§ **Task statement**
Each entry has to be set down again with no alteration.

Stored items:
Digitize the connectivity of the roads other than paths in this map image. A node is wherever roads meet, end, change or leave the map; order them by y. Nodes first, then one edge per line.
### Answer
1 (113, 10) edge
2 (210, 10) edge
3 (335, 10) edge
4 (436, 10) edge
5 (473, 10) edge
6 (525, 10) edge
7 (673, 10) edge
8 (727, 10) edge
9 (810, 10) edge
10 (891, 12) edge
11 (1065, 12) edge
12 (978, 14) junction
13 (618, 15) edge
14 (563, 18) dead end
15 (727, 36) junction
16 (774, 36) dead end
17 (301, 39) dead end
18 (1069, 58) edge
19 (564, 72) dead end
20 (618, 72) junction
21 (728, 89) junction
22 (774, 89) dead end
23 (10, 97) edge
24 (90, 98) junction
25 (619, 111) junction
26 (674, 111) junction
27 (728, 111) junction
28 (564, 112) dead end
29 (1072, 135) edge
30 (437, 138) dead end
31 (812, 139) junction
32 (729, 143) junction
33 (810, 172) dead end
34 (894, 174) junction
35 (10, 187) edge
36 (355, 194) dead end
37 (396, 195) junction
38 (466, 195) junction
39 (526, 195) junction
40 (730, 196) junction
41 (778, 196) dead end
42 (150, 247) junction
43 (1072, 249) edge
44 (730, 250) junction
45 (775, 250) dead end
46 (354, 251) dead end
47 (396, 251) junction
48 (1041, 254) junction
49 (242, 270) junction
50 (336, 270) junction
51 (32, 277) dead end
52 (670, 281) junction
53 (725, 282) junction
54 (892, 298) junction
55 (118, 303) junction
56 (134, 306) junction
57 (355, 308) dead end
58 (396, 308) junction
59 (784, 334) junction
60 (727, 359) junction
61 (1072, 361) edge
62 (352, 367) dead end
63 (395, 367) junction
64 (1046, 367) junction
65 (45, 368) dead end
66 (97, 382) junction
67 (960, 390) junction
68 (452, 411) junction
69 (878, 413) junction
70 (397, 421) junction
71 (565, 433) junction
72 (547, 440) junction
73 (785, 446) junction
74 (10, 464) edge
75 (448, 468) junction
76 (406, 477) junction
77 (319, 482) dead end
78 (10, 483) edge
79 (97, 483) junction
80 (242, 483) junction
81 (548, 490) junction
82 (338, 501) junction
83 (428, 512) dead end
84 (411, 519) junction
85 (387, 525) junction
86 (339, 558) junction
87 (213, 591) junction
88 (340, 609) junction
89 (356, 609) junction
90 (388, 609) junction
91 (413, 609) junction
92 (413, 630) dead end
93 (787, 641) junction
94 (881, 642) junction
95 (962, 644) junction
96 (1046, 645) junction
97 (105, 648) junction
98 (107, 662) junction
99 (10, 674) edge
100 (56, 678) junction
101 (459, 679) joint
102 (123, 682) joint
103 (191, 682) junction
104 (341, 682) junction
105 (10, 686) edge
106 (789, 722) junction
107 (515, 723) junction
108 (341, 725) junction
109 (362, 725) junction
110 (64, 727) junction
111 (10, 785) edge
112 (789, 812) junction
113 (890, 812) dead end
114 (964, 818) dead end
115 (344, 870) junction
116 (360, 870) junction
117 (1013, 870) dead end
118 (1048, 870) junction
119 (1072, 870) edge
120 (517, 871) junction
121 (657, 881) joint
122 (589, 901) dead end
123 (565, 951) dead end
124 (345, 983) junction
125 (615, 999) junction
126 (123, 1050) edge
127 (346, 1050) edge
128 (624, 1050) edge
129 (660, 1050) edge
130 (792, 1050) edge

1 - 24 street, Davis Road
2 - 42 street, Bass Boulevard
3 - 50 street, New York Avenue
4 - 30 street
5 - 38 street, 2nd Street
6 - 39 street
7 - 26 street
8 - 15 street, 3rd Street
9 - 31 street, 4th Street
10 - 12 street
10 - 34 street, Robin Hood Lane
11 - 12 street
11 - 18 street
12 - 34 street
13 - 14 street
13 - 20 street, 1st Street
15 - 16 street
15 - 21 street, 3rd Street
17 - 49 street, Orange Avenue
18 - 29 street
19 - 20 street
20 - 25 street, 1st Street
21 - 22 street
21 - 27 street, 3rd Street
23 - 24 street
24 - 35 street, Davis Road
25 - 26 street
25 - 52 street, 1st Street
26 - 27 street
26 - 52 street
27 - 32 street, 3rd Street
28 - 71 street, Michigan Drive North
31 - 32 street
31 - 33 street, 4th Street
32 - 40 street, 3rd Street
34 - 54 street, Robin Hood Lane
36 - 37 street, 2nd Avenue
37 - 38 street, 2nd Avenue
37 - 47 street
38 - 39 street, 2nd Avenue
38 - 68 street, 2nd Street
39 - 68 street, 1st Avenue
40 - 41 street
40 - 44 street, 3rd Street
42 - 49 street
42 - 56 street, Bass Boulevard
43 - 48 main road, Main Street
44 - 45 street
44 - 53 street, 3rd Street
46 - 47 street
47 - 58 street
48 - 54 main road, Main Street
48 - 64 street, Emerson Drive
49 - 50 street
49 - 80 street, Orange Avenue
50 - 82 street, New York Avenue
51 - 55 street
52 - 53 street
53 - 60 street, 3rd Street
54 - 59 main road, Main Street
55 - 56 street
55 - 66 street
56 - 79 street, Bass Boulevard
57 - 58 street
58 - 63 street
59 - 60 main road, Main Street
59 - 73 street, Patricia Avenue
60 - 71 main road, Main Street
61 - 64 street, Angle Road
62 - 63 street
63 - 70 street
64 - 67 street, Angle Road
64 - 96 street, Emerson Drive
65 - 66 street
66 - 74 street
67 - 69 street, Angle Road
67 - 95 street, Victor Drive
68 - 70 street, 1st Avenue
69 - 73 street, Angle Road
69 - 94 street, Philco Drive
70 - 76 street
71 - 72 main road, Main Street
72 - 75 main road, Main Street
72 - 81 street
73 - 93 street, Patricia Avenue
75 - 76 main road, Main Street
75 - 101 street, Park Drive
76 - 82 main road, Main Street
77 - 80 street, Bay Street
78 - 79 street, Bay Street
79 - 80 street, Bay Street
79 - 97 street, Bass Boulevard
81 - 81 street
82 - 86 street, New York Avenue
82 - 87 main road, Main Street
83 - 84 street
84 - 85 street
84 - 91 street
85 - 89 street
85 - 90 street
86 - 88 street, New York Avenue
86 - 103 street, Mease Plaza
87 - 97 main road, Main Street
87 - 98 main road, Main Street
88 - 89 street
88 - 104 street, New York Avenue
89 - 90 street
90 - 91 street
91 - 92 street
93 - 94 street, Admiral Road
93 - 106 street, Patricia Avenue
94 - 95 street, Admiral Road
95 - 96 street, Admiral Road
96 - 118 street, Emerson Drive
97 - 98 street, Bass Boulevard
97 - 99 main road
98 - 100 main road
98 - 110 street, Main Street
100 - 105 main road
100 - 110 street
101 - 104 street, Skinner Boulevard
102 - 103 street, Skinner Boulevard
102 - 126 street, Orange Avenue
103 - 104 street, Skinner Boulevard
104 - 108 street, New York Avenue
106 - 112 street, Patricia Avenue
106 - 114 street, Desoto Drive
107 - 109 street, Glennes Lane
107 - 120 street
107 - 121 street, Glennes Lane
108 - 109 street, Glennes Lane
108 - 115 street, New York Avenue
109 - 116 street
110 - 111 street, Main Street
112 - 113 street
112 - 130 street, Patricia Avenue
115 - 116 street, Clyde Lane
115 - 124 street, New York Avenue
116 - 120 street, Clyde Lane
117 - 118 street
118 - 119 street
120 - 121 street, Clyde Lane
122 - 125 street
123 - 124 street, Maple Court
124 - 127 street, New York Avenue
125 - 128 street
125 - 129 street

§ **Task answer**
Digitize the connectivity of the roads other than paths in this map image. A node is wherever roads meet, end, change or leave the map; order them by y. Nodes first, then one edge per line.
### Answer
1 (113, 10) edge
2 (210, 10) edge
3 (335, 10) edge
4 (436, 10) edge
5 (473, 10) edge
6 (525, 10) edge
7 (673, 10) edge
8 (727, 10) edge
9 (810, 10) edge
10 (891, 12) edge
11 (1065, 12) edge
12 (978, 14) junction
13 (618, 15) edge
14 (563, 18) dead end
15 (727, 36) junction
16 (774, 36) dead end
17 (301, 39) dead end
18 (1069, 58) edge
19 (564, 72) dead end
20 (618, 72) junction
21 (728, 89) junction
22 (774, 89) dead end
23 (10, 97) edge
24 (90, 98) junction
25 (619, 111) junction
26 (674, 111) junction
27 (728, 111) junction
28 (564, 112) dead end
29 (1072, 135) edge
30 (437, 138) dead end
31 (812, 139) junction
32 (729, 143) junction
33 (810, 172) dead end
34 (894, 174) junction
35 (10, 187) edge
36 (355, 194) dead end
37 (396, 195) junction
38 (466, 195) junction
39 (526, 195) junction
40 (730, 196) junction
41 (778, 196) dead end
42 (150, 247) junction
43 (1072, 249) edge
44 (730, 250) junction
45 (775, 250) dead end
46 (354, 251) dead end
47 (396, 251) junction
48 (1041, 254) junction
49 (242, 270) junction
50 (336, 270) junction
51 (32, 277) dead end
52 (670, 281) junction
53 (725, 282) junction
54 (892, 298) junction
55 (118, 303) junction
56 (134, 306) junction
57 (355, 308) dead end
58 (396, 308) junction
59 (784, 334) junction
60 (727, 359) junction
61 (1072, 361) edge
62 (352, 367) dead end
63 (395, 367) junction
64 (1046, 367) junction
65 (45, 368) dead end
66 (97, 382) junction
67 (960, 390) junction
68 (452, 411) junction
69 (878, 413) junction
70 (397, 421) junction
71 (565, 433) junction
72 (547, 440) junction
73 (785, 446) junction
74 (10, 464) edge
75 (448, 468) junction
76 (406, 477) junction
77 (319, 482) dead end
78 (10, 483) edge
79 (97, 483) junction
80 (242, 483) junction
81 (548, 490) junction
82 (338, 501) junction
83 (428, 512) dead end
84 (411, 519) junction
85 (387, 525) junction
86 (339, 558) junction
87 (213, 591) junction
88 (340, 609) junction
89 (356, 609) junction
90 (388, 609) junction
91 (413, 609) junction
92 (413, 630) dead end
93 (787, 641) junction
94 (881, 642) junction
95 (962, 644) junction
96 (1046, 645) junction
97 (105, 648) junction
98 (107, 662) junction
99 (10, 674) edge
100 (56, 678) junction
101 (459, 679) joint
102 (123, 682) joint
103 (191, 682) junction
104 (341, 682) junction
105 (10, 686) edge
106 (789, 722) junction
107 (515, 723) junction
108 (341, 725) junction
109 (362, 725) junction
110 (64, 727) junction
111 (10, 785) edge
112 (789, 812) junction
113 (890, 812) dead end
114 (964, 818) dead end
115 (344, 870) junction
116 (360, 870) junction
117 (1013, 870) dead end
118 (1048, 870) junction
119 (1072, 870) edge
120 (517, 871) junction
121 (657, 881) joint
122 (589, 901) dead end
123 (565, 951) dead end
124 (345, 983) junction
125 (615, 999) junction
126 (123, 1050) edge
127 (346, 1050) edge
128 (624, 1050) edge
129 (660, 1050) edge
130 (792, 1050) edge

1 - 24 street, Davis Road
2 - 42 street, Bass Boulevard
3 - 50 street, New York Avenue
4 - 30 street
5 - 38 street, 2nd Street
6 - 39 street
7 - 26 street
8 - 15 street, 3rd Street
9 - 31 street, 4th Street
10 - 12 street
10 - 34 street, Robin Hood Lane
11 - 12 street
11 - 18 street
12 - 34 street
13 - 14 street
13 - 20 street, 1st Street
15 - 16 street
15 - 21 street, 3rd Street
17 - 49 street, Orange Avenue
18 - 29 street
19 - 20 street
20 - 25 street, 1st Street
21 - 22 street
21 - 27 street, 3rd Street
23 - 24 street
24 - 35 street, Davis Road
25 - 26 street
25 - 52 street, 1st Street
26 - 27 street
26 - 52 street
27 - 32 street, 3rd Street
28 - 71 street, Michigan Drive North
31 - 32 street
31 - 33 street, 4th Street
32 - 40 street, 3rd Street
34 - 54 street, Robin Hood Lane
36 - 37 street, 2nd Avenue
37 - 38 street, 2nd Avenue
37 - 47 street
38 - 39 street, 2nd Avenue
38 - 68 street, 2nd Street
39 - 68 street, 1st Avenue
40 - 41 street
40 - 44 street, 3rd Street
42 - 49 street
42 - 56 street, Bass Boulevard
43 - 48 main road, Main Street
44 - 45 street
44 - 53 street, 3rd Street
46 - 47 street
47 - 58 street
48 - 54 main road, Main Street
48 - 64 street, Emerson Drive
49 - 50 street
49 - 80 street, Orange Avenue
50 - 82 street, New York Avenue
51 - 55 street
52 - 53 street
53 - 60 street, 3rd Street
54 - 59 main road, Main Street
55 - 56 street
55 - 66 street
56 - 79 street, Bass Boulevard
57 - 58 street
58 - 63 street
59 - 60 main road, Main Street
59 - 73 street, Patricia Avenue
60 - 71 main road, Main Street
61 - 64 street, Angle Road
62 - 63 street
63 - 70 street
64 - 67 street, Angle Road
64 - 96 street, Emerson Drive
65 - 66 street
66 - 74 street
67 - 69 street, Angle Road
67 - 95 street, Victor Drive
68 - 70 street, 1st Avenue
69 - 73 street, Angle Road
69 - 94 street, Philco Drive
70 - 76 street
71 - 72 main road, Main Street
72 - 75 main road, Main Street
72 - 81 street
73 - 93 street, Patricia Avenue
75 - 76 main road, Main Street
75 - 101 street, Park Drive
76 - 82 main road, Main Street
77 - 80 street, Bay Street
78 - 79 street, Bay Street
79 - 80 street, Bay Street
79 - 97 street, Bass Boulevard
81 - 81 street
82 - 86 street, New York Avenue
82 - 87 main road, Main Street
83 - 84 street
84 - 85 street
84 - 91 street
85 - 89 street
85 - 90 street
86 - 88 street, New York Avenue
86 - 103 street, Mease Plaza
87 - 97 main road, Main Street
87 - 98 main road, Main Street
88 - 89 street
88 - 104 street, New York Avenue
89 - 90 street
90 - 91 street
91 - 92 street
93 - 94 street, Admiral Road
93 - 106 street, Patricia Avenue
94 - 95 street, Admiral Road
95 - 96 street, Admiral Road
96 - 118 street, Emerson Drive
97 - 98 street, Bass Boulevard
97 - 99 main road
98 - 100 main road
98 - 110 street, Main Street
100 - 105 main road
100 - 110 street
101 - 104 street, Skinner Boulevard
102 - 103 street, Skinner Boulevard
102 - 126 street, Orange Avenue
103 - 104 street, Skinner Boulevard
104 - 108 street, New York Avenue
106 - 112 street, Patricia Avenue
106 - 114 street, Desoto Drive
107 - 109 street, Glennes Lane
107 - 120 street
107 - 121 street, Glennes Lane
108 - 109 street, Glennes Lane
108 - 115 street, New York Avenue
109 - 116 street
110 - 111 street, Main Street
112 - 113 street
112 - 130 street, Patricia Avenue
115 - 116 street, Clyde Lane
115 - 124 street, New York Avenue
116 - 120 street, Clyde Lane
117 - 118 street
118 - 119 street
120 - 121 street, Clyde Lane
122 - 125 street
123 - 124 street, Maple Court
124 - 127 street, New York Avenue
125 - 128 street
125 - 129 street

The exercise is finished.